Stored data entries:
------------

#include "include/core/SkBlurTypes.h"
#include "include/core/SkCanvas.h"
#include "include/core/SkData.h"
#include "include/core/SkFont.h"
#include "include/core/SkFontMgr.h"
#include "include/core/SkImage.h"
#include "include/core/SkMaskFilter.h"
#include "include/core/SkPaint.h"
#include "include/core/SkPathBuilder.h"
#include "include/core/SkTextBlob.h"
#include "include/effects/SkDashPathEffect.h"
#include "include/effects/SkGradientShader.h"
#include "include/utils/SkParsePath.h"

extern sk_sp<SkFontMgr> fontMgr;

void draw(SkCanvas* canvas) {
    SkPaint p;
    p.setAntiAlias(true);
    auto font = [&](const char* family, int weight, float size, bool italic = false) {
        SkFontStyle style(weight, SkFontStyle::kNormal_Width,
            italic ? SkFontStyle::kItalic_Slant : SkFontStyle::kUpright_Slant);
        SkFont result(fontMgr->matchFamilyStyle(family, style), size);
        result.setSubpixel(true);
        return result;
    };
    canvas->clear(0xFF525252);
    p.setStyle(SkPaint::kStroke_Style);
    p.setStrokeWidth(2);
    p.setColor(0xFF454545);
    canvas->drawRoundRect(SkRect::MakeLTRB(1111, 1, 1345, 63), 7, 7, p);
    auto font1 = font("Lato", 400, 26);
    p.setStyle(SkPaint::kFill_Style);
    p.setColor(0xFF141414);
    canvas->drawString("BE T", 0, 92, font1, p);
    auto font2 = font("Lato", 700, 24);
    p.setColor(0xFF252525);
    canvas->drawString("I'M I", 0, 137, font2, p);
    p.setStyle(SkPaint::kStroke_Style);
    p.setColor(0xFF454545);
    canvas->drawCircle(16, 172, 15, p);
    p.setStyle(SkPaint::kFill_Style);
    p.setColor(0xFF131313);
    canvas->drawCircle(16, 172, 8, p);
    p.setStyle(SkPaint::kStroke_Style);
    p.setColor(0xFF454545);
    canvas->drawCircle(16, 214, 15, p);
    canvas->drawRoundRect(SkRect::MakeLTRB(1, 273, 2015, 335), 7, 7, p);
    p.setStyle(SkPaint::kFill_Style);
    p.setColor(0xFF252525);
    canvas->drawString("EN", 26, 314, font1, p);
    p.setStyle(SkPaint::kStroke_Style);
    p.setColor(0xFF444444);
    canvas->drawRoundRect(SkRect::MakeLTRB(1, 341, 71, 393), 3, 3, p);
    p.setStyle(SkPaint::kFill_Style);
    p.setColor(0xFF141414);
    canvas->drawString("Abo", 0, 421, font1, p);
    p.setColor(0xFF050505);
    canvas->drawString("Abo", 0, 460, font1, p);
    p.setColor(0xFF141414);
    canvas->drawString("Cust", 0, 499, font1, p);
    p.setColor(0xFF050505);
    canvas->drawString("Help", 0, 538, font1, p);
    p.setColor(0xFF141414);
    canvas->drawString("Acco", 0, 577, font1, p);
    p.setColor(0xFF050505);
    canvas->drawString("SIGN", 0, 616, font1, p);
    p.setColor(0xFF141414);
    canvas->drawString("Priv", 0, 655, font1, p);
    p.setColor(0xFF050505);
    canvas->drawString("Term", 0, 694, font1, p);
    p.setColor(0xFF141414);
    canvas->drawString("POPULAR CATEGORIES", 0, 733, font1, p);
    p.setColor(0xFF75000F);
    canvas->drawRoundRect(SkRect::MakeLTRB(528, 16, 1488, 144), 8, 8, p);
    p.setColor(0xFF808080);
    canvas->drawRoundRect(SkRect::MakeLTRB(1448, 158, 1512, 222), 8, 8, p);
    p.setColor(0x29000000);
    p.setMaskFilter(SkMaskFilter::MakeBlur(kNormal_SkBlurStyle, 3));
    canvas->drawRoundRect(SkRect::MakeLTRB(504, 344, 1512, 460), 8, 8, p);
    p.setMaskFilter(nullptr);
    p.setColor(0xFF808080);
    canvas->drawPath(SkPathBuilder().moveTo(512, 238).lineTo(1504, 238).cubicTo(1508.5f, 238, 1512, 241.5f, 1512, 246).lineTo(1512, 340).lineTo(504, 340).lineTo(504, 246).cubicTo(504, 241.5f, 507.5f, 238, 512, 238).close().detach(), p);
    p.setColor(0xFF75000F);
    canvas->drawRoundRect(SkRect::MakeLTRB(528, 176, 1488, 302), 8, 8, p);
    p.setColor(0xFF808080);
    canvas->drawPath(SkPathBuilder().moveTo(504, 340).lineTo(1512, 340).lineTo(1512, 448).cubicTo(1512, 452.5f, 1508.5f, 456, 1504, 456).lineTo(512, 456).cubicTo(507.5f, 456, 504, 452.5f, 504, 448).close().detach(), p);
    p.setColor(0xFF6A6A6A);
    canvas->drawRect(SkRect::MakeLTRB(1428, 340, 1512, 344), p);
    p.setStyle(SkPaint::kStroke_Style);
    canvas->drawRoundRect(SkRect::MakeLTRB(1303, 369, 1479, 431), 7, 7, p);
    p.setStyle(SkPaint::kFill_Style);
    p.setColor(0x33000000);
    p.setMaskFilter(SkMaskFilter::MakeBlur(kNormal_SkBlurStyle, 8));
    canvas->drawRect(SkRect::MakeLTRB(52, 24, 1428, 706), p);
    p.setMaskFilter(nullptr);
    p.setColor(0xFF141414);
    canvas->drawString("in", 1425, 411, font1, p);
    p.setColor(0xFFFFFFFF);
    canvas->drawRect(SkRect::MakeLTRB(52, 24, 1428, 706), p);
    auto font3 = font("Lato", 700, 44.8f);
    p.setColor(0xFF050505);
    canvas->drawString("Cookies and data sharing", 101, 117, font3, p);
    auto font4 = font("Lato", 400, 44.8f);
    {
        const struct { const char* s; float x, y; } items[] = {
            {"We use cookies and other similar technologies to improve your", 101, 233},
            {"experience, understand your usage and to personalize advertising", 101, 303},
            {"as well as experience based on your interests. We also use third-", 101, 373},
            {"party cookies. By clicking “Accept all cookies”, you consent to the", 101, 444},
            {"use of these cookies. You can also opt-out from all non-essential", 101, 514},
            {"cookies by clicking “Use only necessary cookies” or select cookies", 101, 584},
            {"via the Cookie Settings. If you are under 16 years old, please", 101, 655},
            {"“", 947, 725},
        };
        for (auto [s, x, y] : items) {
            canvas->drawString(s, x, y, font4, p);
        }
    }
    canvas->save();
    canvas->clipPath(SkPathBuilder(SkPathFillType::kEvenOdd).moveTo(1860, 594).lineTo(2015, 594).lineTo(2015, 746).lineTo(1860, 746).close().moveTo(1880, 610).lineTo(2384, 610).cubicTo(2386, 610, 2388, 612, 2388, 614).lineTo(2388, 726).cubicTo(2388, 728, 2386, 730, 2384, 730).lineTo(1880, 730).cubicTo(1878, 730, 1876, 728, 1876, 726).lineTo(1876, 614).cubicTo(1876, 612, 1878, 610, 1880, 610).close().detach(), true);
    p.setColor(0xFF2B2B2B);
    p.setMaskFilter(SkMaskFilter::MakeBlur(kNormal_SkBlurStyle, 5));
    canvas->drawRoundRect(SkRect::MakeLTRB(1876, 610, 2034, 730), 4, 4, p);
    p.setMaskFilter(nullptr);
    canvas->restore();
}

------------

Please return every line of the records above that contains the word "SkCanvas".

#include "include/core/SkCanvas.h"
void draw(SkCanvas* canvas) {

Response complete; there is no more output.